Adrenal haemorrhage (AH) is relatively a frequent finding in the term male infants delivered vaginally. The incidence of AH ranges from 1.7 per 1000 autopsied new-born infants to approximately 3 % of infants subjected to screening by abdominal ultrasonography (USG). The reason for such a high incidence being the large size of adrenal gland relative to body weight. The gland is almost two times larger. Also, fifty to sixty arterial branches from the three suprarenal arteries supplying the gland. This is highly vascular supply drains into medullary sinusoids via relatively few venous channels, thereby creating a potential vascular damage. Any condition leading to reduce oxygen supply (hypoxia) may lead to shunting of blood flow, and damage to endothelial making them more prone to haemorrhage, an example of this is congenital adrenal hyperplasia [1-3,16-29]. The most important predisposing cause of AH were birth trauma, prolonged labour, intrauterine infections, perinatal asphyxia or hypoxia, large birth weight, septicaemia, and haemorrhagic disorders.

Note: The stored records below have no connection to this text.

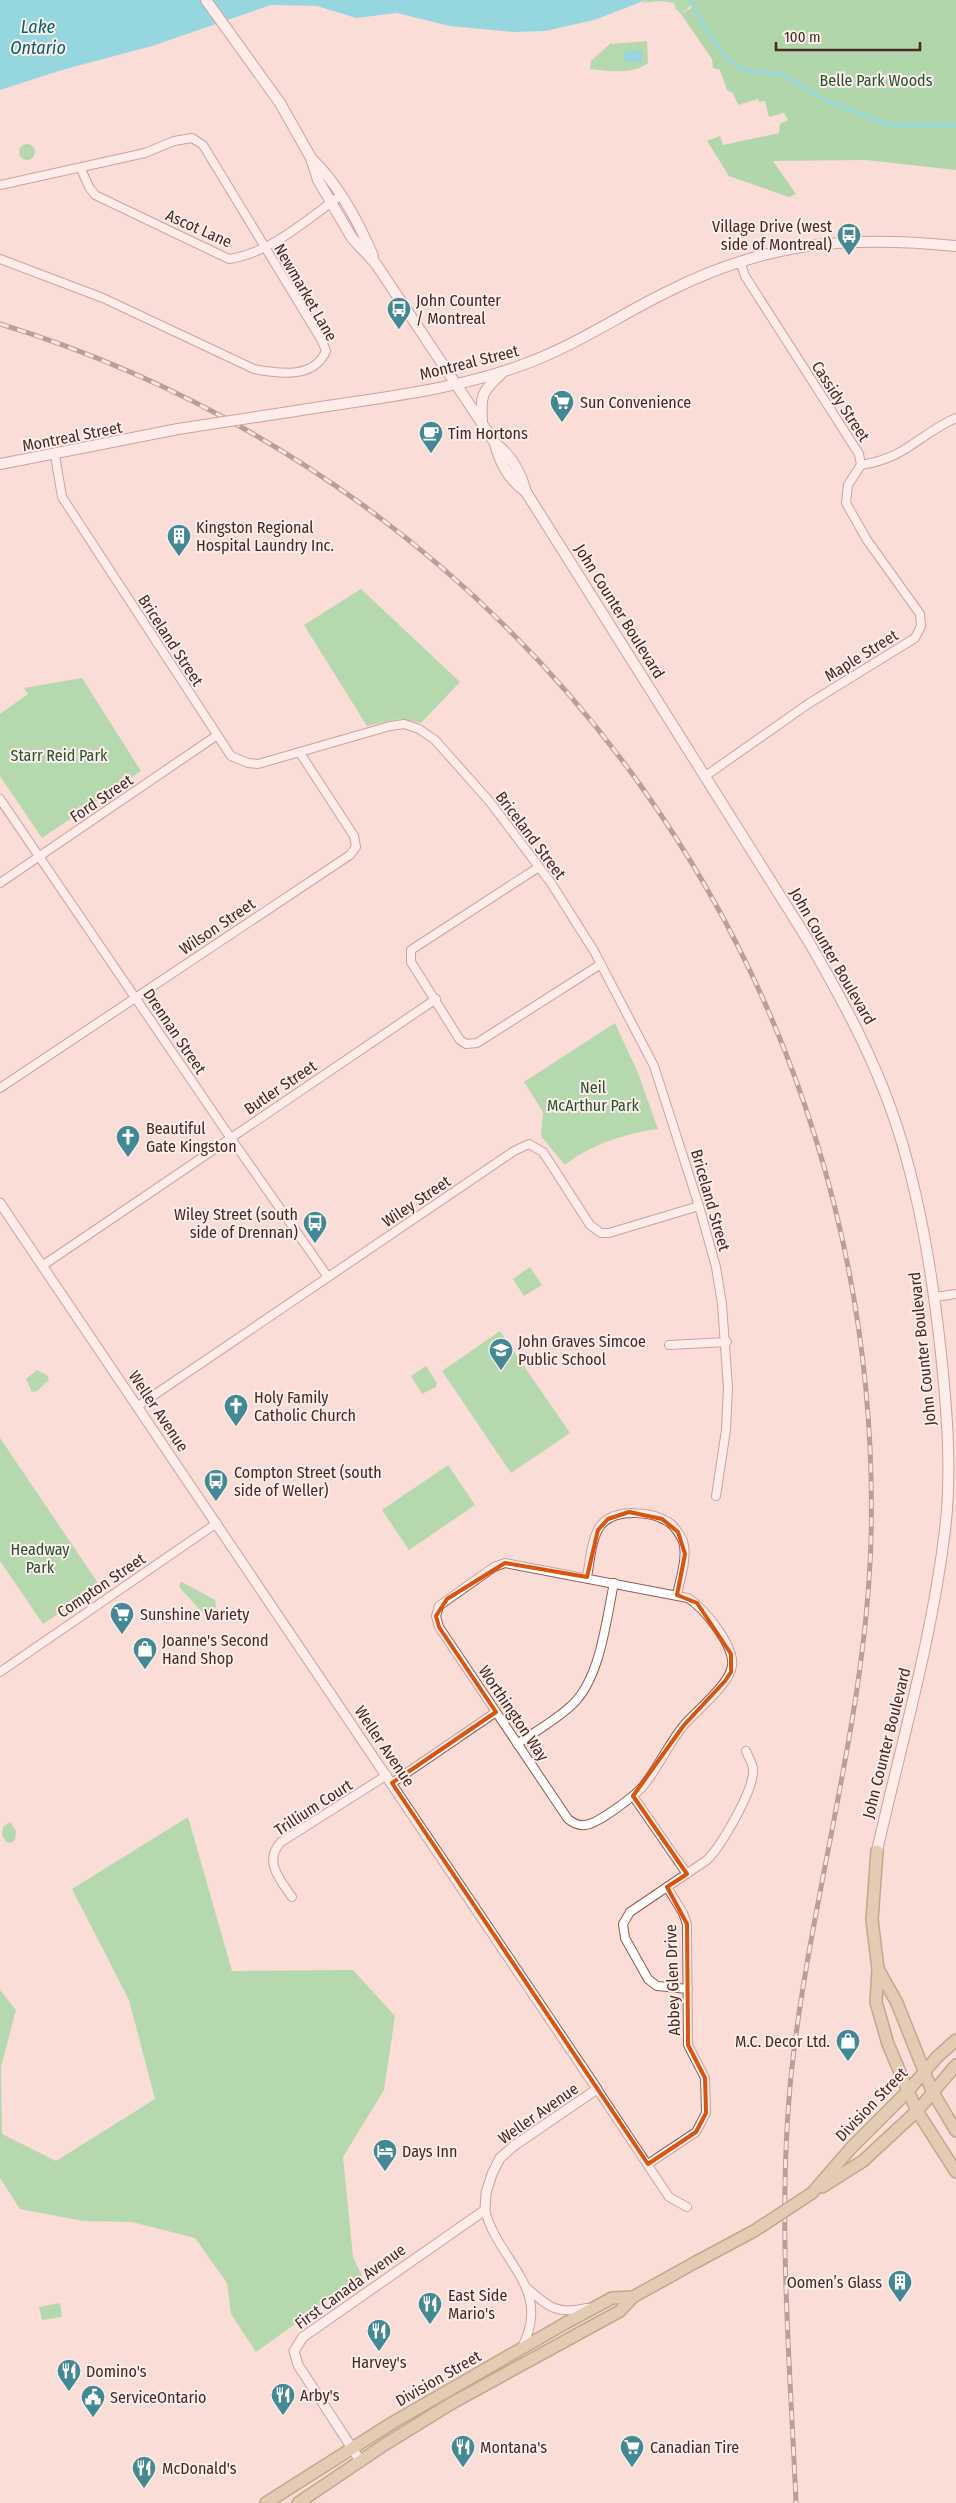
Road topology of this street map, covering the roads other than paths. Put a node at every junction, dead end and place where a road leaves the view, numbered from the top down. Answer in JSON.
{"nodes":[{"id":1,"x":206,"y":0,"type":"edge"},
{"id":2,"x":311,"y":158,"type":"junction"},
{"id":3,"x":81,"y":169,"type":"junction"},
{"id":4,"x":0,"y":185,"type":"edge"},
{"id":5,"x":340,"y":196,"type":"junction"},
{"id":6,"x":331,"y":203,"type":"junction"},
{"id":7,"x":956,"y":246,"type":"edge"},
{"id":8,"x":265,"y":247,"type":"junction"},
{"id":9,"x":0,"y":258,"type":"edge"},
{"id":10,"x":740,"y":261,"type":"junction"},
{"id":11,"x":376,"y":264,"type":"junction"},
{"id":12,"x":504,"y":372,"type":"junction"},
{"id":13,"x":457,"y":384,"type":"junction"},
{"id":14,"x":956,"y":418,"type":"edge"},
{"id":15,"x":483,"y":423,"type":"junction"},
{"id":16,"x":55,"y":455,"type":"junction"},
{"id":17,"x":0,"y":464,"type":"edge"},
{"id":18,"x":861,"y":465,"type":"junction"},
{"id":19,"x":216,"y":736,"type":"junction"},
{"id":20,"x":300,"y":753,"type":"junction"},
{"id":21,"x":704,"y":776,"type":"junction"},
{"id":22,"x":0,"y":799,"type":"edge"},
{"id":23,"x":39,"y":856,"type":"junction"},
{"id":24,"x":539,"y":867,"type":"junction"},
{"id":25,"x":0,"y":883,"type":"edge"},
{"id":26,"x":601,"y":964,"type":"junction"},
{"id":27,"x":135,"y":997,"type":"junction"},
{"id":28,"x":436,"y":1000,"type":"junction"},
{"id":29,"x":0,"y":1088,"type":"edge"},
{"id":30,"x":230,"y":1137,"type":"junction"},
{"id":31,"x":0,"y":1203,"type":"edge"},
{"id":32,"x":699,"y":1206,"type":"junction"},
{"id":33,"x":42,"y":1266,"type":"junction"},
{"id":34,"x":328,"y":1277,"type":"junction"},
{"id":35,"x":956,"y":1294,"type":"edge"},
{"id":36,"x":935,"y":1297,"type":"junction"},
{"id":37,"x":726,"y":1342,"type":"junction"},
{"id":38,"x":669,"y":1345,"type":"dead end"},
{"id":39,"x":138,"y":1406,"type":"junction"},
{"id":40,"x":716,"y":1496,"type":"dead end"},
{"id":41,"x":218,"y":1523,"type":"junction"},
{"id":42,"x":587,"y":1577,"type":"junction"},
{"id":43,"x":614,"y":1583,"type":"junction"},
{"id":44,"x":677,"y":1595,"type":"junction"},
{"id":45,"x":0,"y":1672,"type":"edge"},
{"id":46,"x":496,"y":1712,"type":"junction"},
{"id":47,"x":517,"y":1744,"type":"junction"},
{"id":48,"x":746,"y":1751,"type":"dead end"},
{"id":49,"x":389,"y":1779,"type":"junction"},
{"id":50,"x":633,"y":1796,"type":"junction"},
{"id":51,"x":877,"y":1851,"type":"joint"},
{"id":52,"x":687,"y":1874,"type":"junction"},
{"id":53,"x":667,"y":1887,"type":"junction"},
{"id":54,"x":292,"y":1898,"type":"dead end"},
{"id":55,"x":878,"y":1969,"type":"junction"},
{"id":56,"x":688,"y":1989,"type":"junction"},
{"id":57,"x":956,"y":2040,"type":"edge"},
{"id":58,"x":956,"y":2065,"type":"edge"},
{"id":59,"x":924,"y":2072,"type":"junction"},
{"id":60,"x":597,"y":2089,"type":"junction"},
{"id":61,"x":932,"y":2090,"type":"junction"},
{"id":62,"x":908,"y":2092,"type":"junction"},
{"id":63,"x":917,"y":2111,"type":"junction"},
{"id":64,"x":956,"y":2131,"type":"edge"},
{"id":65,"x":648,"y":2164,"type":"junction"},
{"id":66,"x":956,"y":2172,"type":"edge"},
{"id":67,"x":812,"y":2193,"type":"junction"},
{"id":68,"x":687,"y":2207,"type":"dead end"},
{"id":69,"x":486,"y":2210,"type":"junction"},
{"id":70,"x":526,"y":2288,"type":"junction"},
{"id":71,"x":633,"y":2297,"type":"junction"},
{"id":72,"x":599,"y":2306,"type":"junction"},
{"id":73,"x":521,"y":2349,"type":"junction"},
{"id":74,"x":353,"y":2448,"type":"junction"},
{"id":75,"x":361,"y":2462,"type":"junction"},
{"id":76,"x":266,"y":2503,"type":"edge"},
{"id":77,"x":298,"y":2503,"type":"edge"}],
"edges":[{"from":1,"to":2,"type":"main road","name":"John Counter Boulevard"},
{"from":2,"to":5,"type":"main road","name":"John Counter Boulevard"},
{"from":2,"to":6,"type":"main road","name":"John Counter Boulevard"},
{"from":3,"to":4,"type":"street","name":"Newmarket Lane"},
{"from":3,"to":8,"type":"street","name":"Ascot Lane"},
{"from":3,"to":8,"type":"street","name":"Newmarket Lane"},
{"from":5,"to":6,"type":"street","name":"Ascot Lane"},
{"from":5,"to":11,"type":"main road","name":"John Counter Boulevard"},
{"from":6,"to":8,"type":"street","name":"Ascot Lane"},
{"from":6,"to":11,"type":"main road","name":"John Counter Boulevard"},
{"from":7,"to":10,"type":"main road","name":"Montreal Street"},
{"from":8,"to":9,"type":"street","name":"Newmarket Lane"},
{"from":10,"to":12,"type":"main road","name":"Montreal Street"},
{"from":10,"to":18,"type":"street","name":"Cassidy Street"},
{"from":11,"to":13,"type":"main road","name":"John Counter Boulevard"},
{"from":12,"to":13,"type":"main road","name":"Montreal Street"},
{"from":12,"to":15,"type":"main road"},
{"from":13,"to":15,"type":"main road","name":"John Counter Boulevard"},
{"from":13,"to":16,"type":"main road","name":"Montreal Street","bridge":true},
{"from":14,"to":18,"type":"street","name":"Cassidy Street"},
{"from":15,"to":21,"type":"main road","name":"John Counter Boulevard"},
{"from":16,"to":17,"type":"main road","name":"Montreal Street"},
{"from":16,"to":19,"type":"street","name":"Briceland Street"},
{"from":18,"to":21,"type":"street","name":"Maple Street"},
{"from":19,"to":20,"type":"street","name":"Briceland Street"},
{"from":19,"to":23,"type":"street","name":"Ford Street"},
{"from":20,"to":24,"type":"street","name":"Briceland Street"},
{"from":20,"to":27,"type":"street","name":"Wilson Street"},
{"from":21,"to":36,"type":"main road","name":"John Counter Boulevard"},
{"from":22,"to":23,"type":"street","name":"Drennan Street"},
{"from":23,"to":25,"type":"street","name":"Ford Street"},
{"from":23,"to":27,"type":"street","name":"Drennan Street"},
{"from":24,"to":26,"type":"street","name":"Briceland Street"},
{"from":24,"to":28,"type":"street"},
{"from":26,"to":28,"type":"street"},
{"from":26,"to":32,"type":"street","name":"Briceland Street"},
{"from":27,"to":29,"type":"street","name":"Wilson Street"},
{"from":27,"to":30,"type":"street","name":"Drennan Street"},
{"from":28,"to":30,"type":"street","name":"Butler Street"},
{"from":30,"to":33,"type":"street","name":"Butler Street"},
{"from":30,"to":34,"type":"street","name":"Drennan Street"},
{"from":31,"to":33,"type":"street","name":"Weller Avenue"},
{"from":32,"to":34,"type":"street","name":"Wiley Street"},
{"from":32,"to":37,"type":"street","name":"Briceland Street"},
{"from":33,"to":39,"type":"street","name":"Weller Avenue"},
{"from":34,"to":39,"type":"street","name":"Wiley Street"},
{"from":35,"to":36,"type":"street"},
{"from":36,"to":51,"type":"main road","name":"John Counter Boulevard"},
{"from":37,"to":38,"type":"street"},
{"from":37,"to":40,"type":"street","name":"Briceland Street"},
{"from":39,"to":41,"type":"street","name":"Weller Avenue"},
{"from":41,"to":45,"type":"street","name":"Compton Street"},
{"from":41,"to":49,"type":"street","name":"Weller Avenue"},
{"from":42,"to":43,"type":"street","name":"Worthington Way"},
{"from":42,"to":44,"type":"street"},
{"from":42,"to":46,"type":"street","name":"Worthington Way"},
{"from":43,"to":44,"type":"street","name":"Worthington Way"},
{"from":43,"to":47,"type":"street"},
{"from":44,"to":50,"type":"street","name":"Worthington Way"},
{"from":46,"to":47,"type":"street","name":"Worthington Way"},
{"from":46,"to":49,"type":"street","name":"Trillium Court"},
{"from":47,"to":50,"type":"street","name":"Worthington Way"},
{"from":48,"to":52,"type":"street"},
{"from":49,"to":54,"type":"street","name":"Trillium Court"},
{"from":49,"to":60,"type":"street","name":"Weller Avenue"},
{"from":50,"to":52,"type":"street"},
{"from":51,"to":55,"type":"main road","name":"John Counter Boulevard"},
{"from":52,"to":53,"type":"street"},
{"from":53,"to":56,"type":"street","name":"Abbey Glen Drive"},
{"from":53,"to":56,"type":"street"},
{"from":55,"to":59,"type":"main road"},
{"from":55,"to":62,"type":"main road"},
{"from":56,"to":65,"type":"street","name":"Abbey Glen Drive"},
{"from":57,"to":59,"type":"main road","name":"Division Street"},
{"from":58,"to":61,"type":"main road","name":"Division Street"},
{"from":59,"to":61,"type":"main road"},
{"from":59,"to":62,"type":"main road","name":"Division Street"},
{"from":60,"to":65,"type":"street"},
{"from":60,"to":69,"type":"street","name":"Weller Avenue"},
{"from":61,"to":63,"type":"main road","name":"Division Street"},
{"from":61,"to":64,"type":"main road"},
{"from":62,"to":63,"type":"main road"},
{"from":62,"to":67,"type":"main road","name":"Division Street"},
{"from":63,"to":66,"type":"main road"},
{"from":63,"to":67,"type":"main road","name":"Division Street"},
{"from":65,"to":68,"type":"street"},
{"from":67,"to":71,"type":"main road","name":"Division Street","bridge":true},
{"from":69,"to":70,"type":"street","name":"Weller Avenue"},
{"from":69,"to":74,"type":"street","name":"First Canada Avenue"},
{"from":70,"to":72,"type":"street","name":"Weller Avenue"},
{"from":70,"to":73,"type":"street","name":"Weller Avenue"},
{"from":71,"to":72,"type":"main road","name":"Division Street"},
{"from":71,"to":75,"type":"main road","name":"Division Street"},
{"from":72,"to":73,"type":"main road","name":"Division Street"},
{"from":73,"to":74,"type":"main road","name":"Division Street"},
{"from":74,"to":75,"type":"street","name":"First Canada Avenue"},
{"from":74,"to":76,"type":"main road","name":"Division Street"},
{"from":75,"to":77,"type":"main road","name":"Division Street"}]}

The clinical manifestations of A.H. vary from asymptomatic to life threatening conditions with hypovolemia, hypotension and shock. The clinical presentation in our series was nonspecific. However, persistent neonatal jaundice, flank mass, scrotal swelling and haematuria, anaemia, hypo or hypertension, cyanosis, urinary tract infections and may be adrenal insufficiency with shock. The most common presentation includes neonatal jaundice, due to the breakdown of red blood cells in the hematoma [1,5-7,15-18,21-31]. The nature of adrenal haemorrhage, in this series was bilateral. In contrast to Ruminiska et al. [16] who reported the predominance of right - sided haemorrhage and Demirel et al. who showed that right sided adrenal haemorrhage being the most common (72.2%) in 33 patients. Two infants developed adrenal insufficiency requiring steroid therapy. This was similar to other reports [1,16-18,23,32].

AH should be considered in the differential diagnosis of abdominal flank mass. It may be extremely difficult to differentiate AH from renal pathology such as hydronephrosis, cystic renal disease, vascular thrombosis, or a neuroblastoma. Abdominal ultrasound (USG) may help to differentiate a haemorrhage from other pathology [5,33]. Serial USG will show an interval of resolution of A.H., but persistence or enlargement of the mass might indicate other pathology. Ultrasonography also might diagnose prenatal adrenal gland haemorrhage [34]. The resolution time of 12.6 w (range: 8-20) is comparable to what have been reported [16,18,23]. Furthermore, with the modern imaging particularly computed tomography (CT)-and magnetic resonance imaging (MRI) the diagnosis of AH is frequently made easily [35-37]. Positron emission tomography (PET) scan could be of value in diagnosis [38].

In conclusion AH should be suspected in the new born infants with non-specific symptoms who had potential risk factors. Abdominal ultrasonography (USG) should be performed to diagnose the condition of AH, and monitor its prognosis. Furthermore adrenal hormone testing is also important.

Acknowledgment

The authors would like to thank Miss Hadeel N. Al-Jurayyan for her help in preparing the manuscript.